— YOUR GOAL —
Repeat the listing exactly as given, omitting every image.

━━━━

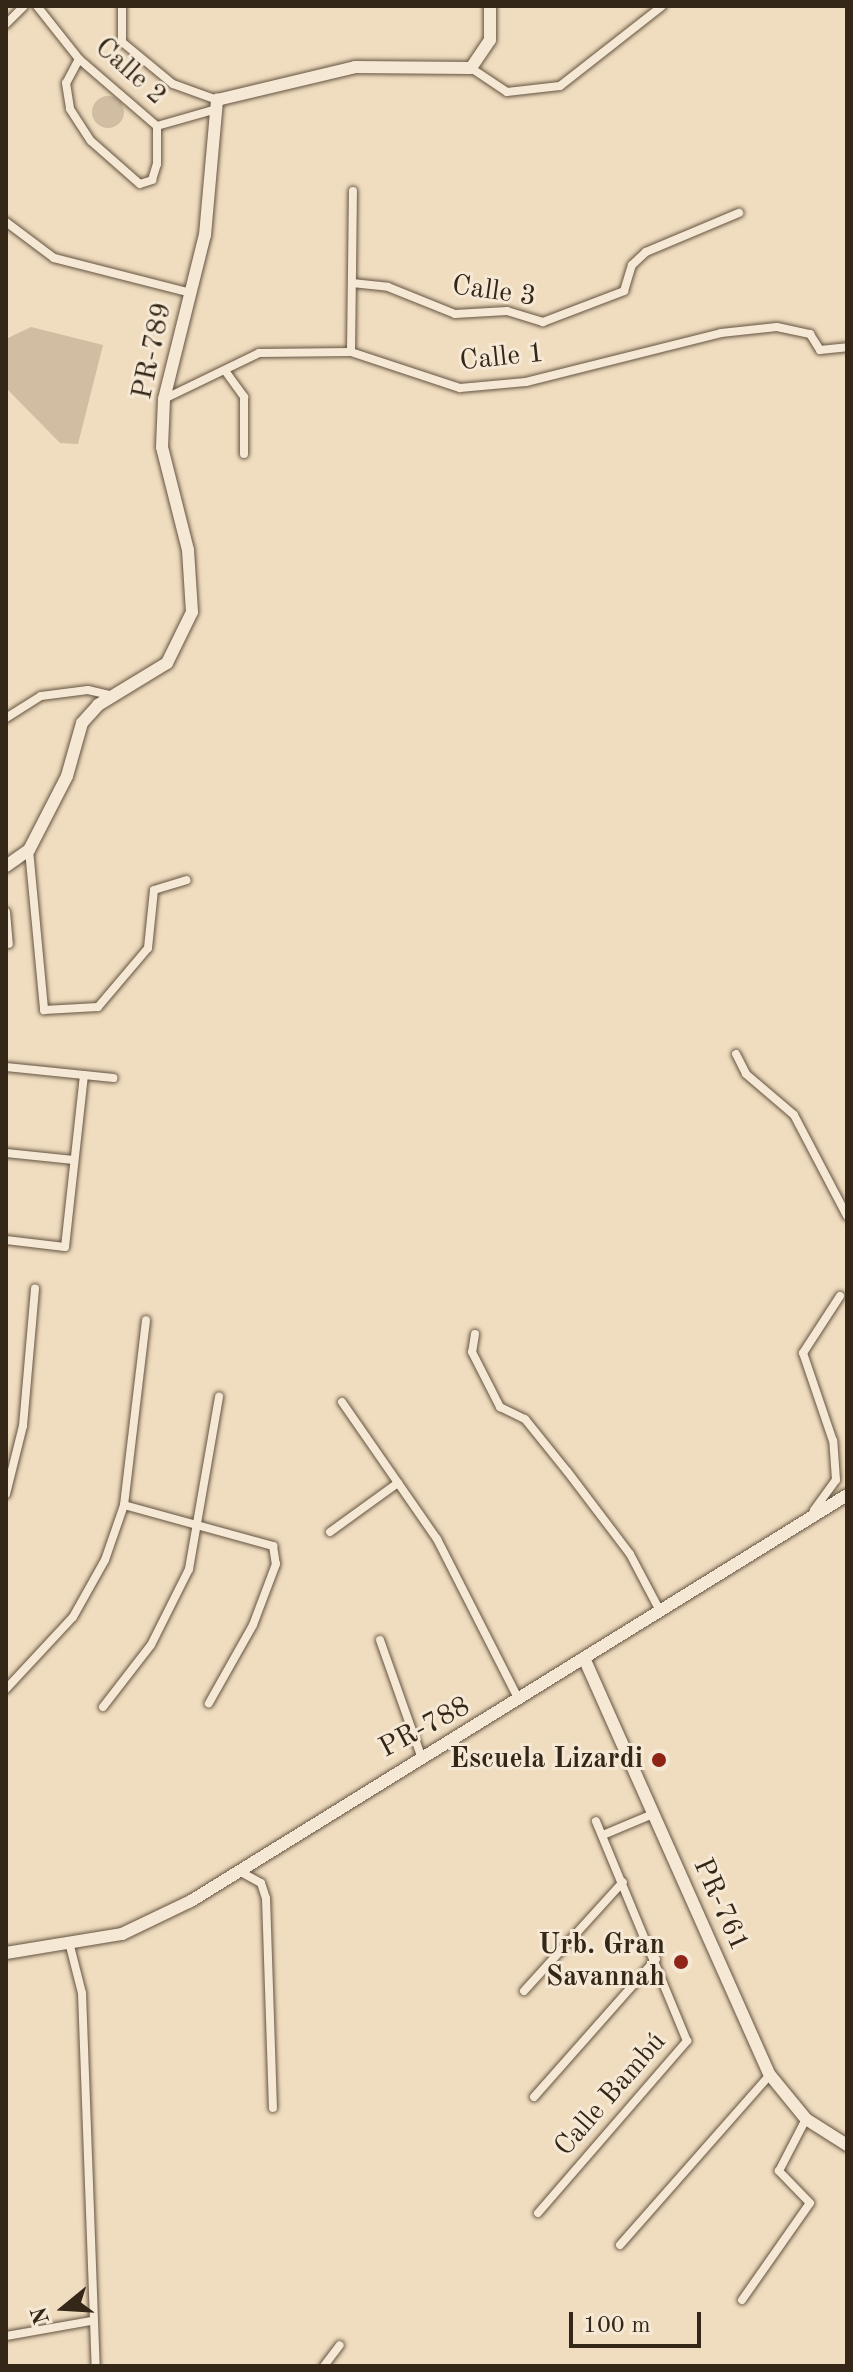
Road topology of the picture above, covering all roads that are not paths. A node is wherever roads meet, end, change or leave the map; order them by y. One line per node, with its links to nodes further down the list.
1 (24, 6): 6 (street)
2 (37, 6): 7 (street, Calle 2)
3 (122, 6): 9 (street)
4 (490, 6): 8 (street)
5 (662, 6): 8 (street)
6 (6, 24)
7 (79, 59): 10 (street, Calle 2); 10 (street)
8 (471, 68): 9 (street)
9 (215, 105): 10 (street, Calle 2); 15 (street, PR-789 / PR-789)
10 (157, 126)
11 (353, 191): 14 (street)
12 (739, 213): 14 (street, Calle 3)
13 (6, 222): 15 (street)
14 (352, 283): 17 (street)
15 (191, 293): 19 (street, PR-789 / PR-789)
16 (847, 347): 17 (street, Calle 1)
17 (351, 352): 18 (street, Calle 1)
18 (226, 372): 19 (street, Calle 1); 20 (street)
19 (164, 399): 21 (street, PR-789 / PR-789)
20 (244, 454)
21 (115, 697): 22 (street); 23 (street, PR-789 / PR-789)
22 (6, 718)
23 (29, 850): 24 (street, PR-789 / PR-789); 25 (street)
24 (6, 866)
25 (186, 880)
26 (6, 912): 27 (street)
27 (9, 944)
28 (736, 1054): 34 (street)
29 (6, 1067): 30 (street)
30 (84, 1075): 31 (street); 33 (street)
31 (113, 1078)
32 (6, 1153): 33 (street)
33 (74, 1160): 35 (street)
34 (847, 1216)
35 (6, 1240)
36 (35, 1289): 43 (street)
37 (840, 1296): 48 (street)
38 (146, 1320): 45 (street)
39 (475, 1334): 49 (street)
40 (219, 1397): 46 (street)
41 (342, 1402): 42 (street)
42 (398, 1483): 47 (street); 53 (street)
43 (6, 1494)
44 (847, 1495): 48 (street, PR-788 / PR-788)
45 (124, 1505): 46 (street); 52 (street)
46 (201, 1526): 54 (street); 55 (street)
47 (330, 1532)
48 (791, 1534): 49 (street, PR-788 / PR-788)
49 (660, 1611): 51 (street, PR-788 / PR-788)
50 (380, 1640): 56 (street)
51 (584, 1658): 53 (street, PR-788 / PR-788); 57 (street, PR-761 / PR-761)
52 (6, 1689)
53 (519, 1700): 56 (street, PR-788 / PR-788)
54 (209, 1703)
55 (103, 1707)
56 (420, 1753): 60 (street, PR-788 / PR-788)
57 (653, 1814): 59 (street); 66 (street, PR-761 / PR-761)
58 (596, 1821): 59 (street, Calle Bambú)
59 (603, 1835): 61 (street, Calle Bambú)
60 (238, 1871): 62 (street, PR-788 / PR-788); 68 (street)
61 (623, 1882): 64 (street, Calle Bambú); 65 (street)
62 (70, 1946): 63 (street, PR-788 / PR-788); 74 (street)
63 (6, 1953)
64 (656, 1959): 67 (street); 71 (street, Calle Bambú)
65 (524, 1991)
66 (770, 2075): 69 (street, PR-761 / PR-761); 72 (street)
67 (534, 2097)
68 (273, 2108)
69 (806, 2119): 70 (street, PR-761 / PR-761); 73 (street)
70 (847, 2145)
71 (538, 2213)
72 (620, 2245)
73 (742, 2300)
74 (91, 2321): 75 (street); 77 (street)
75 (6, 2336)
76 (340, 2345): 78 (street)
77 (96, 2366)
78 (324, 2366)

━━━━

— ANSWER FOR THE TASK —
Road topology of the picture above, covering all roads that are not paths. A node is wherever roads meet, end, change or leave the map; order them by y. One line per node, with its links to nodes further down the list.
1 (24, 6): 6 (street)
2 (37, 6): 7 (street, Calle 2)
3 (122, 6): 9 (street)
4 (490, 6): 8 (street)
5 (662, 6): 8 (street)
6 (6, 24)
7 (79, 59): 10 (street, Calle 2); 10 (street)
8 (471, 68): 9 (street)
9 (215, 105): 10 (street, Calle 2); 15 (street, PR-789 / PR-789)
10 (157, 126)
11 (353, 191): 14 (street)
12 (739, 213): 14 (street, Calle 3)
13 (6, 222): 15 (street)
14 (352, 283): 17 (street)
15 (191, 293): 19 (street, PR-789 / PR-789)
16 (847, 347): 17 (street, Calle 1)
17 (351, 352): 18 (street, Calle 1)
18 (226, 372): 19 (street, Calle 1); 20 (street)
19 (164, 399): 21 (street, PR-789 / PR-789)
20 (244, 454)
21 (115, 697): 22 (street); 23 (street, PR-789 / PR-789)
22 (6, 718)
23 (29, 850): 24 (street, PR-789 / PR-789); 25 (street)
24 (6, 866)
25 (186, 880)
26 (6, 912): 27 (street)
27 (9, 944)
28 (736, 1054): 34 (street)
29 (6, 1067): 30 (street)
30 (84, 1075): 31 (street); 33 (street)
31 (113, 1078)
32 (6, 1153): 33 (street)
33 (74, 1160): 35 (street)
34 (847, 1216)
35 (6, 1240)
36 (35, 1289): 43 (street)
37 (840, 1296): 48 (street)
38 (146, 1320): 45 (street)
39 (475, 1334): 49 (street)
40 (219, 1397): 46 (street)
41 (342, 1402): 42 (street)
42 (398, 1483): 47 (street); 53 (street)
43 (6, 1494)
44 (847, 1495): 48 (street, PR-788 / PR-788)
45 (124, 1505): 46 (street); 52 (street)
46 (201, 1526): 54 (street); 55 (street)
47 (330, 1532)
48 (791, 1534): 49 (street, PR-788 / PR-788)
49 (660, 1611): 51 (street, PR-788 / PR-788)
50 (380, 1640): 56 (street)
51 (584, 1658): 53 (street, PR-788 / PR-788); 57 (street, PR-761 / PR-761)
52 (6, 1689)
53 (519, 1700): 56 (street, PR-788 / PR-788)
54 (209, 1703)
55 (103, 1707)
56 (420, 1753): 60 (street, PR-788 / PR-788)
57 (653, 1814): 59 (street); 66 (street, PR-761 / PR-761)
58 (596, 1821): 59 (street, Calle Bambú)
59 (603, 1835): 61 (street, Calle Bambú)
60 (238, 1871): 62 (street, PR-788 / PR-788); 68 (street)
61 (623, 1882): 64 (street, Calle Bambú); 65 (street)
62 (70, 1946): 63 (street, PR-788 / PR-788); 74 (street)
63 (6, 1953)
64 (656, 1959): 67 (street); 71 (street, Calle Bambú)
65 (524, 1991)
66 (770, 2075): 69 (street, PR-761 / PR-761); 72 (street)
67 (534, 2097)
68 (273, 2108)
69 (806, 2119): 70 (street, PR-761 / PR-761); 73 (street)
70 (847, 2145)
71 (538, 2213)
72 (620, 2245)
73 (742, 2300)
74 (91, 2321): 75 (street); 77 (street)
75 (6, 2336)
76 (340, 2345): 78 (street)
77 (96, 2366)
78 (324, 2366)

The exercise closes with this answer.